La nuit tombait mollement et la douce clarté des étoiles nous enveloppait; nous causions d’avenir: il me disait que j’étais son âme, je lui répondais qu’il était ma vie. Alors, quittant mes mains, il passa son bras autour de ma taille, m’attira auprès de lui; je sentis son cœur battre près du mien. Ses lèvres s’approchèrent de mes lèvres, et nous échangeâmes ce baiser qui commande aux âmes la communion de l’amour.

Ah! rugit-elle, il le préparait depuis une heure, ce long baiser inconnu dont je ne devinais pas la perfide douceur, ce baiser qui me faisait sa maîtresse!

Ne croyez pas que ma chute m’attrista. La jeune fille qui aime pardonne tout à celui de qui elle se croit aimée. Et puis, est-ce qu’il me laissait le temps de réfléchir? Il endormait ma raison, il enivrait mon âme, il affolait tout mon être.

Etre aimée de Georges, moi à lui toujours, lui toujours à moi, peu importait le reste.

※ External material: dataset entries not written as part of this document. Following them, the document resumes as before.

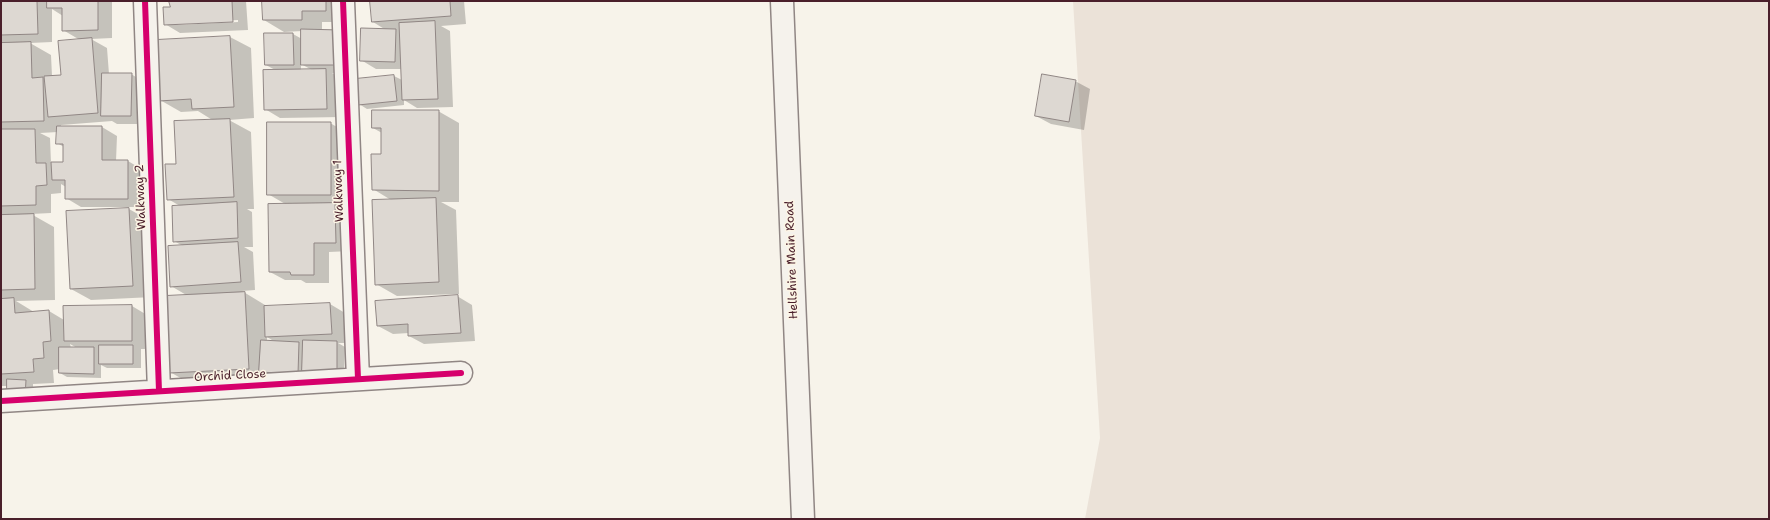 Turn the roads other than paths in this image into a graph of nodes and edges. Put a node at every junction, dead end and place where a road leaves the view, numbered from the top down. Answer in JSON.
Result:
{"nodes":[{"id":1,"x":145,"y":1,"type":"edge"},
{"id":2,"x":343,"y":1,"type":"edge"},
{"id":3,"x":782,"y":1,"type":"edge"},
{"id":4,"x":461,"y":373,"type":"dead end"},
{"id":5,"x":358,"y":379,"type":"junction"},
{"id":6,"x":159,"y":391,"type":"junction"},
{"id":7,"x":1,"y":401,"type":"edge"},
{"id":8,"x":802,"y":519,"type":"edge"}],
"edges":[{"from":1,"to":6,"type":"street","name":"Walkway 2"},
{"from":2,"to":5,"type":"street","name":"Walkway 1"},
{"from":3,"to":8,"type":"street","name":"Hellshire Main Road"},
{"from":4,"to":5,"type":"street","name":"Orchid Close"},
{"from":5,"to":6,"type":"street","name":"Orchid Close"},
{"from":6,"to":7,"type":"street","name":"Orchid Close"}]}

Si bien qu’un jour, abandonnant notre retraite de Chatou, Georges m’entraîna à Paris, où, à force de fréquenter Fenouillette et Léonide, Truffaldine et Cora, un beau soir, le Champagne aidant, j’acceptai au Grand-Seize d’être publiquement la maîtresse de Georges de Cerny.

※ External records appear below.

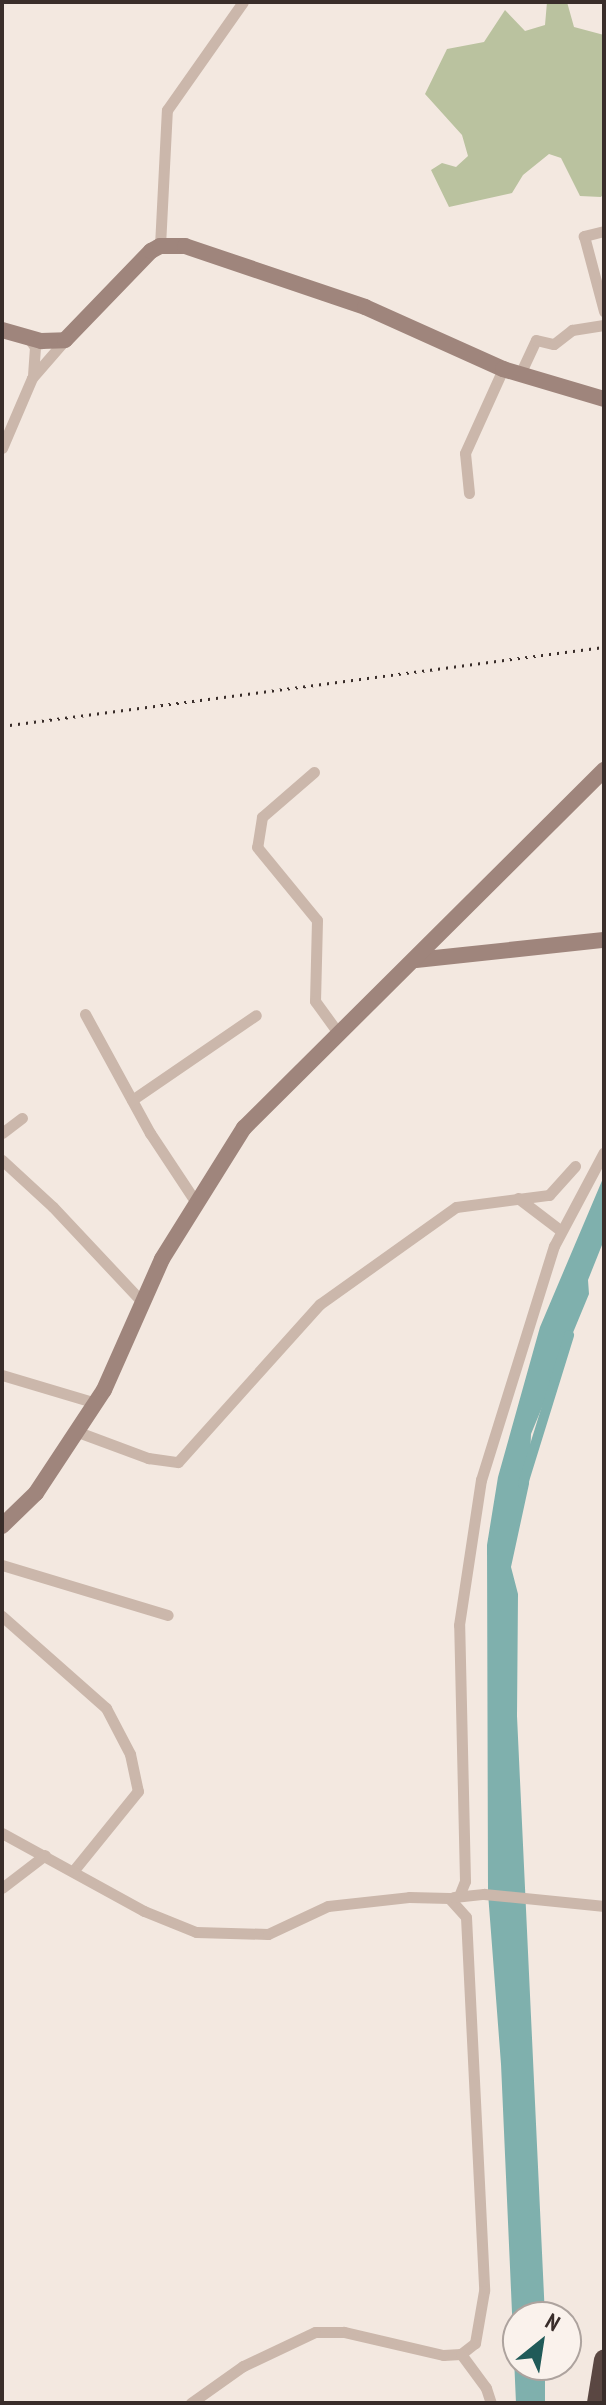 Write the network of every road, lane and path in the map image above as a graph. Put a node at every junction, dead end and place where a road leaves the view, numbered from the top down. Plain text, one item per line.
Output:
1 (243, 2) edge
2 (604, 231) edge
3 (160, 246) junction
4 (604, 311) edge
5 (604, 325) edge
6 (2, 330) edge
7 (28, 337) junction
8 (65, 340) junction
9 (503, 369) junction
10 (521, 372) junction
11 (32, 378) junction
12 (604, 399) edge
13 (2, 448) edge
14 (469, 493) dead end
15 (604, 770) edge
16 (314, 772) dead end
17 (604, 940) edge
18 (416, 960) junction
19 (85, 1014) dead end
20 (256, 1015) dead end
21 (339, 1034) junction
22 (132, 1100) junction
23 (22, 1118) dead end
24 (2, 1133) edge
25 (604, 1152) edge
26 (2, 1160) edge
27 (575, 1166) dead end
28 (518, 1198) junction
29 (195, 1201) junction
30 (560, 1230) junction
31 (143, 1303) junction
32 (2, 1375) edge
33 (21, 1385) junction
34 (2, 1389) edge
35 (96, 1403) junction
36 (78, 1432) junction
37 (2, 1526) edge
38 (2, 1565) edge
39 (168, 1615) dead end
40 (2, 1616) edge
41 (2, 1833) edge
42 (45, 1855) junction
43 (74, 1870) junction
44 (2, 1888) edge
45 (454, 1897) junction
46 (604, 1906) edge
47 (461, 2354) junction
48 (604, 2360) edge
49 (191, 2403) edge
50 (491, 2403) edge
51 (597, 2403) edge

1 - 3 street
2 - 4 street
3 - 8 street
3 - 9 street
5 - 10 street
6 - 7 street
7 - 8 street
7 - 11 street
8 - 11 street
9 - 10 street
9 - 14 street
10 - 12 street
11 - 13 street
15 - 18 street
16 - 21 street
17 - 18 street
18 - 21 street
19 - 22 street
20 - 22 street
21 - 29 street
22 - 29 street
23 - 24 street
25 - 30 street
26 - 31 street
27 - 28 street
28 - 30 street
28 - 36 street
29 - 31 street
30 - 45 street
31 - 35 street
32 - 33 street
33 - 34 street
33 - 35 street
35 - 36 street
36 - 37 street
38 - 39 street
40 - 43 street
41 - 42 street
42 - 43 street
42 - 44 street
43 - 45 street
45 - 46 street
45 - 47 street
47 - 49 street
47 - 50 street
48 - 51 highway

Ha! ha! ha! maître Surin, sommes-nous assez niaises!...

–Et, ajouta Surin, tous ces beaux mignons sont-ils assez misérables!...

–Plus misérables que vous ne pensez!...

Vous avez assez bonne idée de moi, je suppose, pour ne pas songer un instant que la haine mortelle que j’ai vouée à Georges puisse provenir de ma chute!...

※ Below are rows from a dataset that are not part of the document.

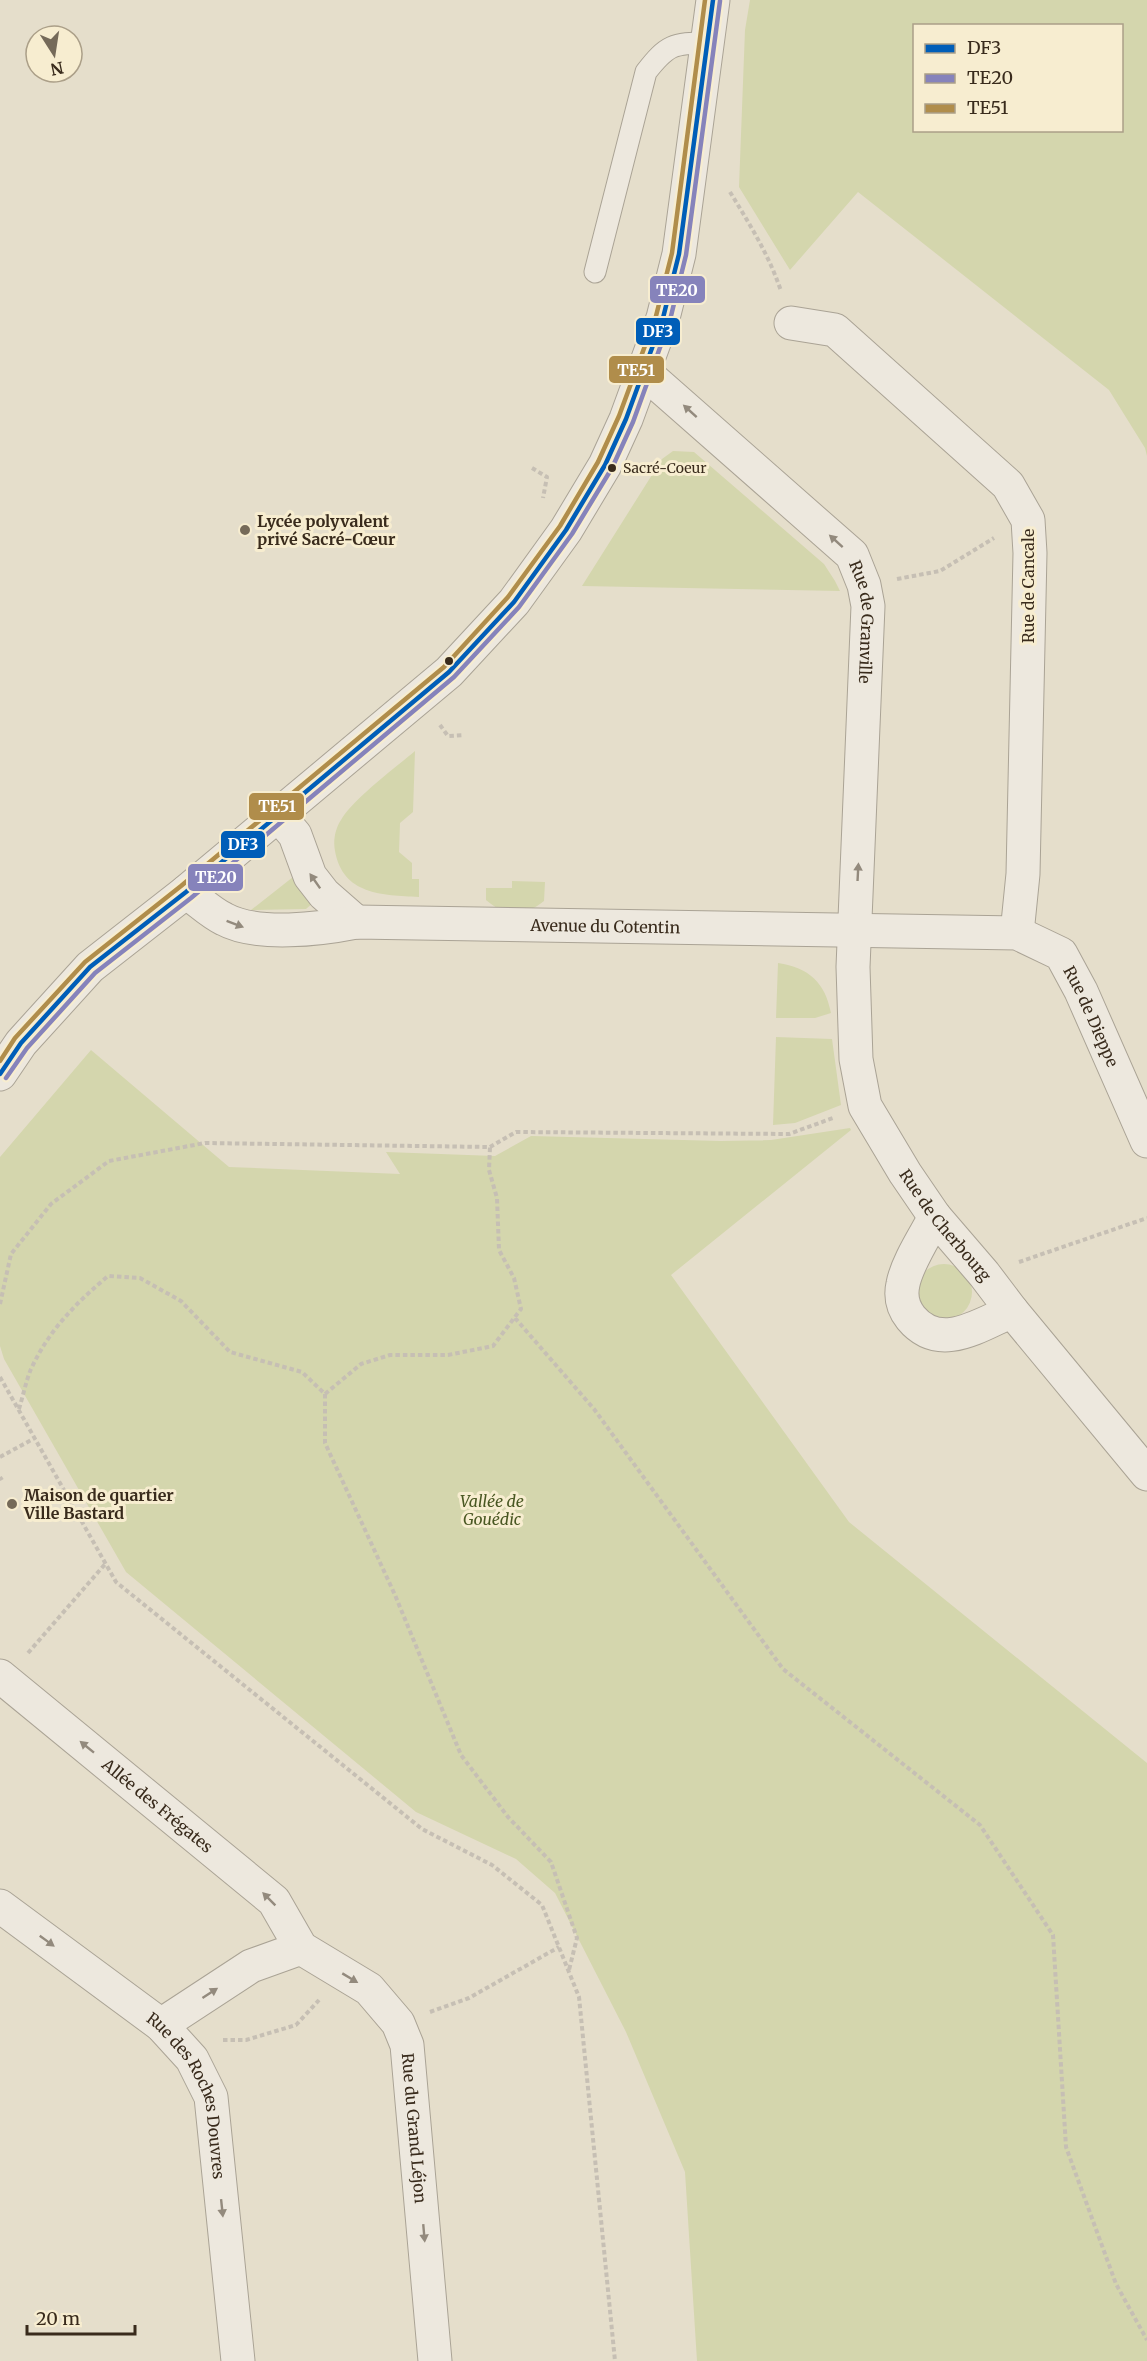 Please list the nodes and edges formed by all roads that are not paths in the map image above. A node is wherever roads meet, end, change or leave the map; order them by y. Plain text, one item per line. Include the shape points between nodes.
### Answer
1 (713, 0) edge
2 (707, 43) junction
3 (595, 272) dead end
4 (791, 323) road end
5 (644, 372) junction
6 (279, 816) junction
7 (186, 892) junction
8 (356, 922) junction
9 (855, 931) junction
10 (1017, 933) junction
11 (0, 1074) edge
12 (1147, 1141) edge
13 (935, 1217) junction
14 (1012, 1311) junction
15 (1147, 1474) edge
16 (2, 1678) edge
17 (0, 1906) edge
18 (301, 1947) junction
19 (161, 2025) junction
20 (238, 2361) edge
21 (435, 2361) edge

1 - 2 street
2 - 3 lane via 682,43 662,52 646,72
2 - 5 street via 679,254
4 - 10 street, Rue de Cancale via 835,330 1008,485 1028,520 1023,874
5 - 6 street via 605,465 566,530 514,602 449,672
9 -> 5 street, Rue de Granville via 868,606 864,585 852,555
6 - 7 street
8 -> 6 street via 310,876 295,834
7 -> 8 street, Avenue du Cotentin via 224,919 245,928 318,929
7 - 11 street via 90,967 21,1043
8 - 9 street, Avenue du Cotentin
9 - 10 street, Rue de Dieppe
9 - 13 street, Rue de Cherbourg via 856,1059 865,1106
10 - 12 street, Rue de Dieppe via 1061,954
13 - 14 street, Rue de Cherbourg
13 - 14 street via 903,1283 905,1311 925,1331 953,1335
14 - 15 street, Rue de Cherbourg
18 -> 16 street, Allée des Frégates via 274,1901
17 -> 19 street, Rue des Roches Douvres
19 -> 18 street via 251,1966
18 -> 21 street, Rue du Grand Léjon via 369,1989 398,2023 407,2045
19 -> 20 street, Rue des Roches Douvres via 192,2059 211,2097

Je lui aurais pardonné jusqu’à son abandon, si je n’avais appris de la bouche même de mon amant adoré que jamais il ne m’avait aimée un jour, une heure, une minute, une seconde!...

–Il vous a avoué cela?...

–Lui-même, fort tranquillement, en m’invitant à combler les vœux de M. Jules de Bayolles, mon amant d’aujourd’hui.

–Il vous a dit au moins.

–La vérité! toute la vérité!... Oh! le vicomte de Cerny est gentilhomme jusqu’au bout des ongles.

Il m’a donc avoué un soir que, las d’entendre vanter à deux lieues à la ronde la beauté enivrante et la farouche vertu de Denise Brimard, il avait parié au Club qu’il ferait ma conquête dans les vingt-quatre heures et qu’il me garderait trois mois, au bout desquels il m’aurait fait renier jusqu’à mon père!...

Or, cet épouvantable pari, Georges l’a gagné!

Un jour, j’ai osé écrire à mon père, qui avait mis toute la police sur pied pour me retrouver, que je me trouvais bien où j’étais, que j’étais majeure et que je le priais de s’occuper de ses affaires personnelles. J’ai fait plus: j’ai osé écrire à mon père que, s’il désirait absolument me voir, il n’avait qu’à se trouver le surlendemain au Bois, sur les bords du Lac, où il me verrait passer dans mon équipage capitonné, couverte de dentelles et de diamants, enfouie sous cent mètres de mousseline et ayant pour escorte plus de cinquante cavaliers, héritiers des plus grands noms et des plus belles fortunes de France.

–Et votre père?

–Mon père est venu. Mon père m’a vue passer, et mon père est mort, foudroyé par la douleur, foudroyé par la honte.

Maître, j’espère maintenant que vous comprenez pourquoi je hais mortellement M. le vicomte de Cerny!

Vous sentez-vous à sa taille?

Comme vous le voyez, ce n’est pas un maigre adversaire que je vous offre là!

Ce qu’il me faut, ce sont ses larmes, ses désespoirs, ses fureurs, sa honte, sa mort!

–Votre prix?

–Quel qu’il soit. je paierai!

–Quel qu’il soit?... même si ce que je demande n’est pas de l’or?

–Même si ce que vous demandez n’est pas de l’or!...

Galathée lui tendit la main.

Surin la baisa frénétiquement et dit:

–Galathée, je vous vengerai!

–Le moyen?

–Des plus simples. Est-il amoureux?...

–Je ne crois pas!

–Alors, il n’y a qu’à attendre!

–Bravo, maître! Vous m’avez comprise!... C’est à son premier amour, sérieux ou non, que nous le tiendrons! Ah! le voir adorer une femme et ne pas lui permettre l’espoir d’être heureux, mettre toujours quelqu’un ou quelque chose entre Elle et Lui, fût-ce une tombe, voilà mon désir, voilà mon rêve, voilà ma volonté! Larmes pour larmes, douleurs pour douleurs, sang pour sang, est-ce dit?

–Larmes pour larmes, douleurs pour douleurs, sang pour sang, c’est dit.